[94] It is not possible to remove by this means a great portion of air contained in the lungs, for the last ramifications of the air-tubes being flexible, their parietes soon come in contact, and thus oppose the exit of the air contained in the bronchial cells.

[95] These observations have been made on the great mammalia, and there has not been remarked any difference of colour.

[96] The difference that is remarked in the results of this experiment, compared with that in which the venous blood is introduced by means of a syringe, arises probably from this, that in the first the blood that is forced into the artery has already begun to coagulate.

[97] The deficiency of cutaneous exhalation in the last moments of life may contribute a little perhaps to the preservation of animal heat; but we have shown that there are other more powerful causes for this phenomenon. This deficiency of exhalation united to the inaction of the secretory organs, in the very short period in which the black blood runs in the arteries is an altogether insufficient cause to explain the abundance of blood that is found in the vessels of those who have died of asphyxia.

[98] This is not an uniform fact, and it is even very common to find, in persons who have been hung, the bladder completely empty.

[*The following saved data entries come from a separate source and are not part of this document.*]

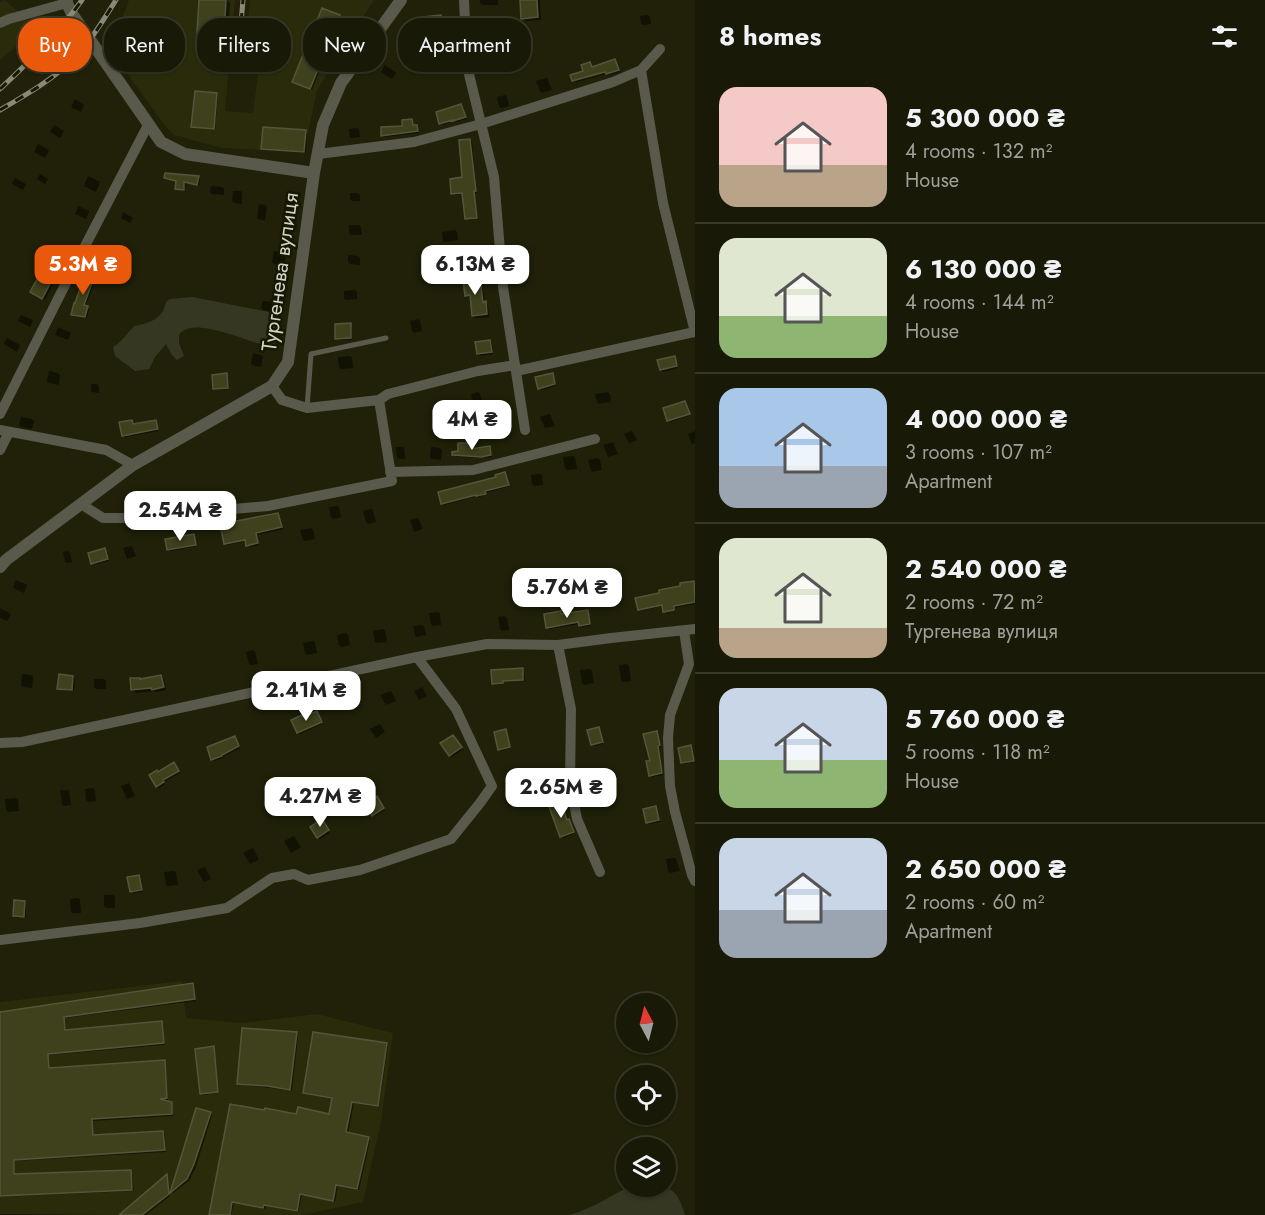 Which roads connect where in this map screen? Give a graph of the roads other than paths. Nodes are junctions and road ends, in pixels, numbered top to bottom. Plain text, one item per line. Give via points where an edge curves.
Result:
1 (401, 0) edge
2 (464, 0) edge
3 (67, 2) edge
4 (0, 23) edge
5 (660, 48) dead end
6 (641, 70) junction
7 (481, 124) junction
8 (148, 125) junction
9 (318, 154) junction
10 (314, 173) junction
11 (695, 332) edge
12 (386, 338) dead end
13 (516, 368) junction
14 (272, 386) junction
15 (379, 400) junction
16 (307, 408) junction
17 (0, 414) edge
18 (525, 430) dead end
19 (5, 431) edge
20 (595, 439) dead end
21 (0, 450) edge
22 (133, 465) junction
23 (390, 472) junction
24 (81, 504) junction
25 (0, 567) edge
26 (690, 630) edge
27 (558, 645) junction
28 (417, 657) junction
29 (0, 743) edge
30 (600, 872) dead end
31 (695, 881) edge
32 (0, 940) edge

1 - 9 street, Тургенева вулиця via 341,83 323,125
2 - 7 street via 467,66
3 - 4 street
3 - 8 street
5 - 6 street
6 - 7 street
6 - 11 street via 663,202
7 - 9 street via 414,142
7 - 13 street via 494,177 503,287
8 - 10 street via 161,141 185,154
8 - 17 street
9 - 10 street, Тургенева вулиця
10 - 14 street, Тургенева вулиця via 288,362
11 - 13 street
12 - 16 lane via 311,354
13 - 15 street via 478,371 388,394
13 - 18 street
14 - 16 street via 282,400
14 - 22 street, Тургенева вулиця
15 - 16 street
15 - 23 street
19 - 21 street
19 - 22 street via 106,450
20 - 23 street via 473,470
22 - 24 street, Тургенева вулиця
23 - 24 street via 392,482 268,506 104,518
24 - 25 street, Тургенева вулиця
26 - 27 street
26 - 31 street via 689,664 670,715 668,738 675,813
27 - 28 street via 487,644
27 - 30 street via 571,709 570,782 577,819
28 - 29 street via 22,742
28 - 32 street via 456,709 492,786 451,839 360,870 308,879 294,874 272,878 227,908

[99] The moment respiration ceases, and the source of heat is consequently cut off, it is not astonishing that an animal body should become cold quicker in water then in a much less dense fluid, like the air. It should also be remarked that the water, on account of the evaporation that takes place on its surface, has almost always a temperature below that of the surrounding air.

[CHAPTER IX.]
OF THE INFLUENCE OF THE DEATH OF THE LUNGS, OVER THE GENERAL DEATH OF THE BODY.

In recapitulating what has been said in the preceding chapters, with respect to the influence of the lungs over the heart, the brain, and all the organs, it is an easy matter to form an idea of the successive termination of the whole of the functions, when the phenomena of respiration are suspended either mechanically or chemically.

The following is the manner in which death supervenes, when the mechanical phenomena of the lungs are interrupted, either from the causes mentioned in the 5th chapter, or from similar ones, such as the rupture of the diaphragm, which I have twice had occasion to observe,[100] or from a fracture of a great number of the ribs, or the sternum.